What is being asked: After locating the line that contains "cairo_arc(cr, x + r, y + h" in the data below, set down exactly that line and each one after it through the line that contains "cairo_pattern_t *gradient;", and nothing more.

Data extracts:
★ ★ ★
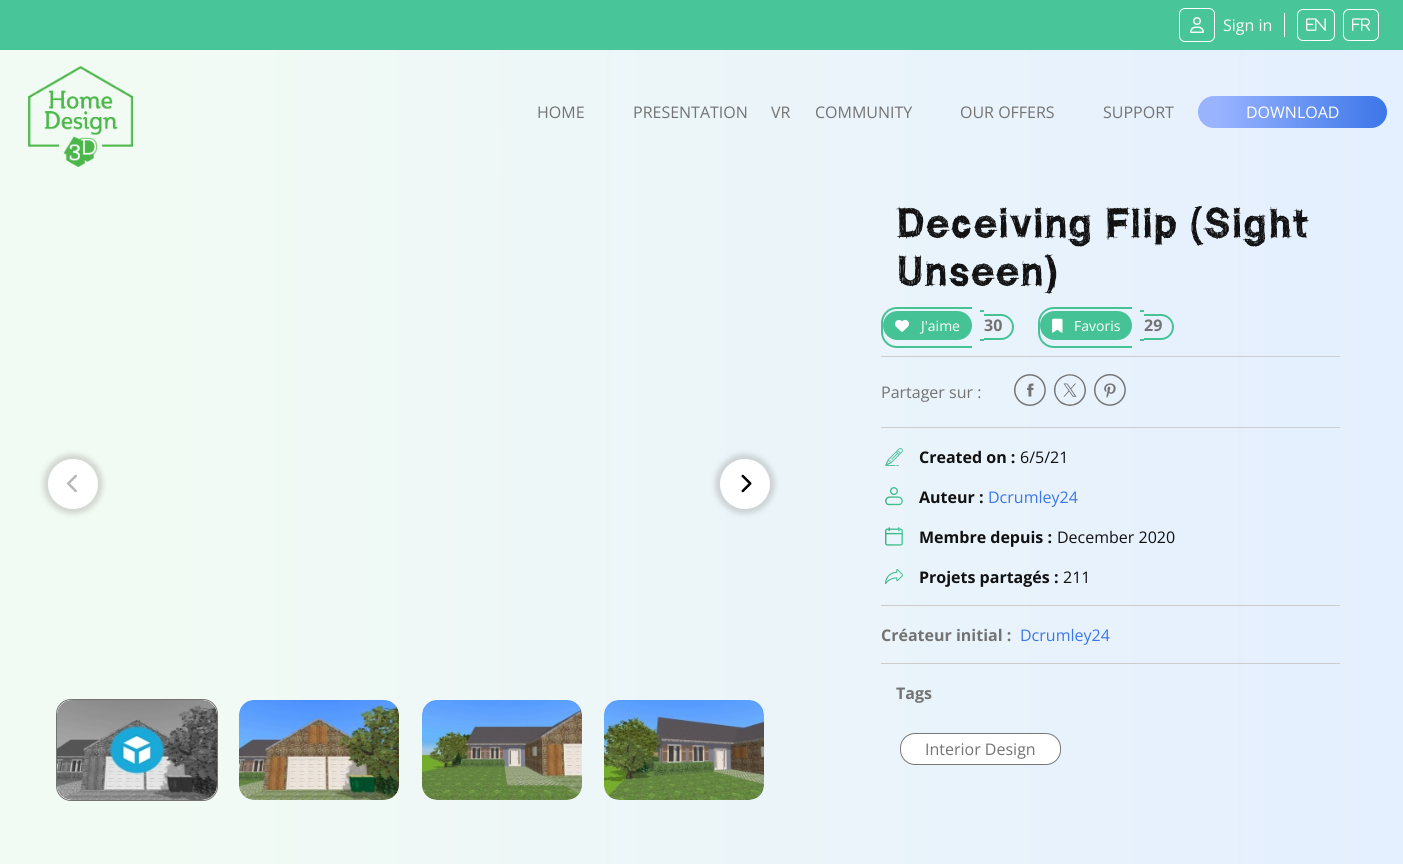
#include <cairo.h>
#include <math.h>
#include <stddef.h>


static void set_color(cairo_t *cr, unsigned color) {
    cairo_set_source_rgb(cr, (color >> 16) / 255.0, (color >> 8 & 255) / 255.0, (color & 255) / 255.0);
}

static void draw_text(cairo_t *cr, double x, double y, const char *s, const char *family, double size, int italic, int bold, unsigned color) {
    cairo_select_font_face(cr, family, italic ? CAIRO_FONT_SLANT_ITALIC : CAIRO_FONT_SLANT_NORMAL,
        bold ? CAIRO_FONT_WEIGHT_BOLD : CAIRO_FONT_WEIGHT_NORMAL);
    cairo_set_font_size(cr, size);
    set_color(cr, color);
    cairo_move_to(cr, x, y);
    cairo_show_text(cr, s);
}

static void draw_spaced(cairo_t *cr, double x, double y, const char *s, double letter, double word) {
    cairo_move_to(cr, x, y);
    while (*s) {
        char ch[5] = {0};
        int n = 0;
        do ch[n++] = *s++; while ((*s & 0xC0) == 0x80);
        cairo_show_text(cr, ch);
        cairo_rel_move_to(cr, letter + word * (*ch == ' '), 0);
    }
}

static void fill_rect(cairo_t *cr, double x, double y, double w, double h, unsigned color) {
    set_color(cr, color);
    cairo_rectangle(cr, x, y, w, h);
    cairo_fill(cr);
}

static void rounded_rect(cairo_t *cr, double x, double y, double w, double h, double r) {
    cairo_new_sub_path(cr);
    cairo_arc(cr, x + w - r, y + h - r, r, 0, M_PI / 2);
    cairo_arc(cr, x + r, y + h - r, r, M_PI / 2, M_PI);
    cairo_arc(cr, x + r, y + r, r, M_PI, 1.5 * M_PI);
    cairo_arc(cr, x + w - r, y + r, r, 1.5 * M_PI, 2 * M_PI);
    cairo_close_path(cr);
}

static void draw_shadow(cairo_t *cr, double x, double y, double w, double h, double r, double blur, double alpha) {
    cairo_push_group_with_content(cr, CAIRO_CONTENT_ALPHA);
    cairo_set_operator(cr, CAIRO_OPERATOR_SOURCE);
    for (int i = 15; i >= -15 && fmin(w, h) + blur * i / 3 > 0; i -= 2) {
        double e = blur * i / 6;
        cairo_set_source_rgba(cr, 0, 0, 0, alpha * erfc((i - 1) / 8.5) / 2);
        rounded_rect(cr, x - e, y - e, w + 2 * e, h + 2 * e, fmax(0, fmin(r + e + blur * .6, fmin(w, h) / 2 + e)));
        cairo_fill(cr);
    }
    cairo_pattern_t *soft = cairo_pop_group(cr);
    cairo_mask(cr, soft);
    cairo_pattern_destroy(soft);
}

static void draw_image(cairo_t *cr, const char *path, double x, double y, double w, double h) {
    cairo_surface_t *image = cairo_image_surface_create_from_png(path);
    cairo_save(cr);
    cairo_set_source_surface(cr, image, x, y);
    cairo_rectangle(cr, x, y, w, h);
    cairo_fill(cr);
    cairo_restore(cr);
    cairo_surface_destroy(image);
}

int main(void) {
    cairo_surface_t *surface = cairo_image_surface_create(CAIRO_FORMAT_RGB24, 1403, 864);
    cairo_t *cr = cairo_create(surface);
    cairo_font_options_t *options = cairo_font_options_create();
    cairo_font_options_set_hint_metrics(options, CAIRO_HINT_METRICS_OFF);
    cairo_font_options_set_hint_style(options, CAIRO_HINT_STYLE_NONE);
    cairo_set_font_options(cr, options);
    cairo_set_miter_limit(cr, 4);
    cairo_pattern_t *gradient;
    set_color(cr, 0xFFFFFF);
    cairo_paint(cr);
    fill_rect(cr, 0, 0, 1403, 50, 0x49C699);
    rounded_rect(cr, 1179.5, 8.5, 35, 33, 5.5);
    set_color(cr, 0xFFFFFF);
    cairo_set_line_width(cr, 1);
    cairo_stroke(cr);
    draw_image(cr, "assets/img1.png", 1190, 17, 14, 16);
    draw_text(cr, 1223, 31, "Sign in", "Open Sans", 16, 0, 0, 0xF8F9FA);
    fill_rect(cr, 1284, 13, 1, 24, 0xFFFFFF);
    rounded_rect(cr, 1297.5, 9.5, 37, 31, 5.5);
    cairo_stroke(cr);
    draw_image(cr, "assets/img2.png", 1306, 18, 20, 13);
    rounded_rect(cr, 1343.5, 9.5, 35, 31, 5.5);
    cairo_stroke(cr);
    draw_image(cr, "assets/img3.png", 1352, 18, 18, 13);
    gradient = cairo_pattern_create_linear(0, 113, 1403, 112);
    cairo_pattern_add_color_stop_rgba(gradient, 0.1, 0.949, 0.984, 0.953, 1);
    cairo_pattern_add_color_stop_rgba(gradient, 1, 0.894, 0.937, 1, 1);
    cairo_set_source(cr, gradient);
    cairo_pattern_destroy(gradient);
    cairo_rectangle(cr, 0, 50, 1403, 125);
    cairo_fill(cr);
    draw_image(cr, "assets/img4.png", 28, 66, 105, 101);
    draw_text(cr, 537, 118, "HOME", "Open Sans", 16, 0, 0, 0x737373);
    draw_text(cr, 633, 118, "PRESENTATION", "Open Sans", 16, 0, 0, 0x737373);
    draw_text(cr, 771, 118, "VR", "Open Sans", 16, 0, 0, 0x737373);
    draw_text(cr, 815, 118, "COMMUNITY", "Open Sans", 16, 0, 0, 0x737373);
    draw_text(cr, 960, 118, "OUR OFFERS", "Open Sans", 16, 0, 0, 0x737373);
    draw_text(cr, 1103, 118, "SUPPORT", "Open Sans", 16, 0, 0, 0x737373);
    gradient = cairo_pattern_create_linear(1198, 112, 1387, 112);
    cairo_pattern_add_color_stop_rgba(gradient, 0.1, 0.6, 0.702, 1, 1);
    cairo_pattern_add_color_stop_rgba(gradient, 1, 0.235, 0.463, 0.91, 1);
    cairo_set_source(cr, gradient);
    cairo_pattern_destroy(gradient);
    rounded_rect(cr, 1198, 96, 189, 32, 16);
    cairo_fill(cr);
    draw_text(cr, 1246, 118, "DOWNLOAD", "Open Sans", 16, 0, 0, 0xFFFFFF);
    gradient = cairo_pattern_create_linear(0, 537, 1403, 537);
    cairo_pattern_add_color_stop_rgba(gradient, 0.1, 0.949, 0.984, 0.953, 1);
    cairo_pattern_add_color_stop_rgba(gradient, 1, 0.894, 0.937, 1, 1);
    cairo_set_source(cr, gradient);
    cairo_pattern_destroy(gradient);
    cairo_rectangle(cr, 0, 175, 1403, 689);
    cairo_fill(cr);
    set_color(cr, 0x6F6F6F);
    draw_shadow(cr, 43, 454, 60, 60, 30, 2.5, 0.25);
    set_color(cr, 0xFFFFFF);
    cairo_arc(cr, 73, 484, 25, 0, 2 * M_PI);
    cairo_fill(cr);
    draw_image(cr, "assets/img5.png", 67, 474, 10, 19);
    set_color(cr, 0x6F6F6F);
    draw_shadow(cr, 715, 454, 60, 60, 30, 2.5, 0.25);
    set_color(cr, 0xFFFFFF);
    cairo_arc(cr, 745, 484, 25, 0, 2 * M_PI);
    cairo_fill(cr);
    draw_image(cr, "assets/img6.png", 741, 474, 11, 19);
    rounded_rect(cr, 56.5, 699.5, 161, 101, 14.5);
    set_color(cr, 0x737373);
    cairo_stroke(cr);
    draw_image(cr, "assets/img7.png", 57, 700, 160, 100);
    draw_image(cr, "assets/img8.png", 239, 700, 160, 100);
    draw_image(cr, "assets/img9.png", 422, 700, 160, 100);
    draw_image(cr, "assets/img10.png", 604, 700, 160, 100);
    cairo_select_font_face(cr, "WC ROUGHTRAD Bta", CAIRO_FONT_SLANT_NORMAL, CAIRO_FONT_WEIGHT_NORMAL);
    cairo_set_font_size(cr, 40);
    set_color(cr, 0x111111);
    draw_spaced(cr, 896, 237, "Deceiving Flip (Sight", 1, 0);
    draw_spaced(cr, 896, 285, "Unseen)", 1, 0);
    set_color(cr, 0x46C396);
    cairo_set_fill_rule(cr, CAIRO_FILL_RULE_EVEN_ODD);
    cairo_new_path(cr);
    cairo_move_to(cr, 897, 307);
    cairo_line_to(cr, 972, 307);
    cairo_line_to(cr, 972, 348);
    cairo_line_to(cr, 897, 348);
    cairo_curve_to(cr, 888, 348, 881, 341, 881, 332);
    cairo_line_to(cr, 881, 323);
    cairo_curve_to(cr, 881, 314, 888, 307, 897, 307);
    cairo_close_path(cr);
    cairo_move_to(cr, 897, 309);
    cairo_line_to(cr, 972, 309);
    cairo_line_to(cr, 972, 346);
    cairo_line_to(cr, 897, 346);
    cairo_curve_to(cr, 889, 346, 883, 340, 883, 332);
    cairo_line_to(cr, 883, 323);
    cairo_curve_to(cr, 883, 315, 889, 309, 897, 309);
    cairo_close_path(cr);
    cairo_fill(cr);
    fill_rect(cr, 980, 310, 4, 2, 0x46C396);
    fill_rect(cr, 980, 339, 4, 2, 0x46C396);
    cairo_new_path(cr);
    cairo_move_to(cr, 984, 314);
    cairo_line_to(cr, 1001, 314);
    cairo_curve_to(cr, 1008, 314, 1014, 320, 1014, 327);
    cairo_curve_to(cr, 1014, 334, 1008, 340, 1001, 340);
    cairo_line_to(cr, 984, 340);
    cairo_close_path(cr);
    cairo_move_to(cr, 984, 316);
    cairo_line_to(cr, 1001, 316);
    cairo_curve_to(cr, 1007, 316, 1012, 321, 1012, 327);
    cairo_curve_to(cr, 1012, 333, 1007, 338, 1001, 338);
    cairo_line_to(cr, 984, 338);
    cairo_close_path(cr);
    cairo_fill(cr);
    rounded_rect(cr, 883, 311, 89, 29, 14.5);
    cairo_fill(cr);
    draw_image(cr, "assets/img11.png", 895, 319, 14, 13);
    draw_text(cr, 921, 331, "J'aime", "Open Sans", 14, 0, 0, 0xFFFFFF);
    draw_text(cr, 984, 331, "30", "Open Sans", 16, 0, 1, 0x737373);
    set_color(cr, 0x46C396);
    cairo_new_path(cr);
    cairo_move_to(cr, 1054, 307);
    cairo_line_to(cr, 1132, 307);
    cairo_line_to(cr, 1132, 348);
    cairo_line_to(cr, 1054, 348);
    cairo_curve_to(cr, 1045, 348, 1038, 341, 1038, 332);
    cairo_line_to(cr, 1038, 323);
    cairo_curve_to(cr, 1038, 314, 1045, 307, 1054, 307);
    cairo_close_path(cr);
    cairo_move_to(cr, 1054, 309);
    cairo_line_to(cr, 1132, 309);
    cairo_line_to(cr, 1132, 346);
    cairo_line_to(cr, 1054, 346);
    cairo_curve_to(cr, 1046, 346, 1040, 340, 1040, 332);
    cairo_line_to(cr, 1040, 323);
    cairo_curve_to(cr, 1040, 315, 1046, 309, 1054, 309);
    cairo_close_path(cr);
    cairo_fill(cr);
    fill_rect(cr, 1140, 310, 4, 2, 0x46C396);
    fill_rect(cr, 1140, 339, 4, 2, 0x46C396);
    cairo_new_path(cr);
    cairo_move_to(cr, 1144, 314);
    cairo_line_to(cr, 1161, 314);
    cairo_curve_to(cr, 1168, 314, 1174, 320, 1174, 327);
    cairo_curve_to(cr, 1174, 334, 1168, 340, 1161, 340);
    cairo_line_to(cr, 1144, 340);
    cairo_close_path(cr);
    cairo_move_to(cr, 1144, 316);
    cairo_line_to(cr, 1161, 316);
    cairo_curve_to(cr, 1167, 316, 1172, 321, 1172, 327);
    cairo_curve_to(cr, 1172, 333, 1167, 338, 1161, 338);
    cairo_line_to(cr, 1144, 338);
    cairo_close_path(cr);
    cairo_fill(cr);
    rounded_rect(cr, 1040, 311, 92, 29, 14.5);
    cairo_fill(cr);
    draw_image(cr, "assets/img12.png", 1052, 318, 11, 15);
    draw_text(cr, 1074, 331, "Favoris", "Open Sans", 14, 0, 0, 0xFFFFFF);
    draw_text(cr, 1144, 331, "29", "Open Sans", 16, 0, 1, 0x737373);
    fill_rect(cr, 881, 356, 459, 1, 0xCCCCCC);
    draw_text(cr, 881, 398, "Partager sur :", "Open Sans", 16, 0, 0, 0x737373);
    draw_image(cr, "assets/img13.png", 1014, 374, 32, 32);
    draw_image(cr, "assets/img14.png", 1054, 374, 32, 32);
    draw_image(cr, "assets/img15.png", 1094, 374, 32, 32);
    fill_rect(cr, 881, 427, 459, 1, 0xCCCCCC);
    draw_image(cr, "assets/img16.png", 885, 448, 18, 18);
    draw_text(cr, 919, 463, "Created on :", "Open Sans", 16, 0, 1, 0x111111);
    draw_text(cr, 1020, 463, "6/5/21", "Open Sans", 16, 0, 0, 0x111111);
    draw_image(cr, "assets/img17.png", 885, 487, 18, 19);
    draw_text(cr, 919, 503, "Auteur :", "Open Sans", 16, 0, 1, 0x111111);
    draw_text(cr, 988, 503, "Dcrumley24", "Open Sans", 16, 0, 0, 0x3C76E8);
    draw_image(cr, "assets/img18.png", 885, 527, 18, 19);
    draw_text(cr, 919, 543, "Membre depuis :", "Open Sans", 16, 0, 1, 0x111111);
    draw_text(cr, 1057, 543, "December 2020", "Open Sans", 16, 0, 0, 0x111111);
    draw_image(cr, "assets/img19.png", 885, 569, 18, 15);
    draw_text(cr, 919, 583, "Projets partagés :", "Open Sans", 16, 0, 1, 0x111111);
    draw_text(cr, 1063, 583, "211", "Open Sans", 16, 0, 0, 0x111111);
    fill_rect(cr, 881, 605, 459, 1, 0xCCCCCC);
    draw_text(cr, 881, 641, "Créateur initial :", "Open Sans", 16, 0, 1, 0x737373);
    draw_text(cr, 1020, 641, "Dcrumley24", "Open Sans", 16, 0, 0, 0x3C76E8);
    fill_rect(cr, 881, 663, 459, 1, 0xCCCCCC);
    draw_text(cr, 896, 699, "Tags", "Open Sans", 16, 0, 1, 0x737373);
    set_color(cr, 0xFFFFFF);
    rounded_rect(cr, 900.5, 733.5, 160, 31, 14.5);
    cairo_fill_preserve(cr);
    set_color(cr, 0x787878);
    cairo_stroke(cr);
    draw_text(cr, 925, 755, "Interior Design", "Open Sans", 16, 0, 0, 0x737373);
    cairo_surface_write_to_png(surface, "output.png");
    cairo_font_options_destroy(options);
    cairo_destroy(cr);
    cairo_surface_destroy(surface);
    return 0;
}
★ ★ ★
Response box:
    cairo_arc(cr, x + r, y + h - r, r, M_PI / 2, M_PI);
    cairo_arc(cr, x + r, y + r, r, M_PI, 1.5 * M_PI);
    cairo_arc(cr, x + w - r, y + r, r, 1.5 * M_PI, 2 * M_PI);
    cairo_close_path(cr);
}

static void draw_shadow(cairo_t *cr, double x, double y, double w, double h, double r, double blur, double alpha) {
    cairo_push_group_with_content(cr, CAIRO_CONTENT_ALPHA);
    cairo_set_operator(cr, CAIRO_OPERATOR_SOURCE);
    for (int i = 15; i >= -15 && fmin(w, h) + blur * i / 3 > 0; i -= 2) {
        double e = blur * i / 6;
        cairo_set_source_rgba(cr, 0, 0, 0, alpha * erfc((i - 1) / 8.5) / 2);
        rounded_rect(cr, x - e, y - e, w + 2 * e, h + 2 * e, fmax(0, fmin(r + e + blur * .6, fmin(w, h) / 2 + e)));
        cairo_fill(cr);
    }
    cairo_pattern_t *soft = cairo_pop_group(cr);
    cairo_mask(cr, soft);
    cairo_pattern_destroy(soft);
}

static void draw_image(cairo_t *cr, const char *path, double x, double y, double w, double h) {
    cairo_surface_t *image = cairo_image_surface_create_from_png(path);
    cairo_save(cr);
    cairo_set_source_surface(cr, image, x, y);
    cairo_rectangle(cr, x, y, w, h);
    cairo_fill(cr);
    cairo_restore(cr);
    cairo_surface_destroy(image);
}

int main(void) {
    cairo_surface_t *surface = cairo_image_surface_create(CAIRO_FORMAT_RGB24, 1403, 864);
    cairo_t *cr = cairo_create(surface);
    cairo_font_options_t *options = cairo_font_options_create();
    cairo_font_options_set_hint_metrics(options, CAIRO_HINT_METRICS_OFF);
    cairo_font_options_set_hint_style(options, CAIRO_HINT_STYLE_NONE);
    cairo_set_font_options(cr, options);
    cairo_set_miter_limit(cr, 4);
    cairo_pattern_t *gradient;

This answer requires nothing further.